**Try it:** In the entries below, find each line with the word "South" and return it.

**Recorded information:**

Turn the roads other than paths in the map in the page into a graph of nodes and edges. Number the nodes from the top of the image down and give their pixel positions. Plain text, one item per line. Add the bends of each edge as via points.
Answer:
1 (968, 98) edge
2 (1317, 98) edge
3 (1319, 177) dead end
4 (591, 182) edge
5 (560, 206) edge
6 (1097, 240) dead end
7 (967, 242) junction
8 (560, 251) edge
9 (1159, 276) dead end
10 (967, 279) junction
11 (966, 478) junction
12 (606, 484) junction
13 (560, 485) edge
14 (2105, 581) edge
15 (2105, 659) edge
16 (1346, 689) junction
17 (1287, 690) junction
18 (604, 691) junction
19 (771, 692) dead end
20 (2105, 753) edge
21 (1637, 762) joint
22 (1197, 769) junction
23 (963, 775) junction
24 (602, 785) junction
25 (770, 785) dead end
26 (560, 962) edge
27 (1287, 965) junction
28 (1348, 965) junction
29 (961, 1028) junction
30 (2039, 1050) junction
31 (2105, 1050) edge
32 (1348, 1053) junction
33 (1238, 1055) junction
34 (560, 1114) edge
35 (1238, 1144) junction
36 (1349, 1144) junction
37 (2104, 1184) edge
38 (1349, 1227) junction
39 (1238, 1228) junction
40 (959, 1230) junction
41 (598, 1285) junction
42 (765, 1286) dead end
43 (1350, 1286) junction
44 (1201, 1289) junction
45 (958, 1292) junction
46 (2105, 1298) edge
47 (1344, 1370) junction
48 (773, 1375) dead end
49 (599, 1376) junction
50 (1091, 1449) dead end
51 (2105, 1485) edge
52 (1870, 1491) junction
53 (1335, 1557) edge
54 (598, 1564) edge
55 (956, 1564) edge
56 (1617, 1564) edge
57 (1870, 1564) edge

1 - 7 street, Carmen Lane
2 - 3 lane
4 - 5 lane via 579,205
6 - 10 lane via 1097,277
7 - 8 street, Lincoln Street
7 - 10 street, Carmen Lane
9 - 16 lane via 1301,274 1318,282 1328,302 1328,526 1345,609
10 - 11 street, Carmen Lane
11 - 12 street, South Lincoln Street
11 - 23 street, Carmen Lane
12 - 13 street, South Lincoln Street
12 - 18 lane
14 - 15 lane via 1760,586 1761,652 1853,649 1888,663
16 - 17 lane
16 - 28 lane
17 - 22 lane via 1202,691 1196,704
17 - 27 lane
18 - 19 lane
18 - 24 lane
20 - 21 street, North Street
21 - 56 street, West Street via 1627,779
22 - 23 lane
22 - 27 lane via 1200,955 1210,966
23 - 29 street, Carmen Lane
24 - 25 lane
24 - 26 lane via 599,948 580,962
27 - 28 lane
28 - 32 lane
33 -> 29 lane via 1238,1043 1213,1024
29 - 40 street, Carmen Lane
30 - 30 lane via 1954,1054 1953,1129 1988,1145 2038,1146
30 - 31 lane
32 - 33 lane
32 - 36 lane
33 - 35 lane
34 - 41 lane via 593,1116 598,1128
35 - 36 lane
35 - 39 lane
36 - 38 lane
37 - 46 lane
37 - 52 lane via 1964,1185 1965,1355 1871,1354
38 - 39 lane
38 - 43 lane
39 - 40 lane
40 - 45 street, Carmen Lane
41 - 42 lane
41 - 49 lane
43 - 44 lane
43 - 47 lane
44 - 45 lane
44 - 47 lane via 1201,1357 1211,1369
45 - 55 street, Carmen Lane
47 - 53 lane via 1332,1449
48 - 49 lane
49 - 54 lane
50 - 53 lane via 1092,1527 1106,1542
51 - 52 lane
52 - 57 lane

**Written answer:**
11 - 12 street, South Lincoln Street
12 - 13 street, South Lincoln Street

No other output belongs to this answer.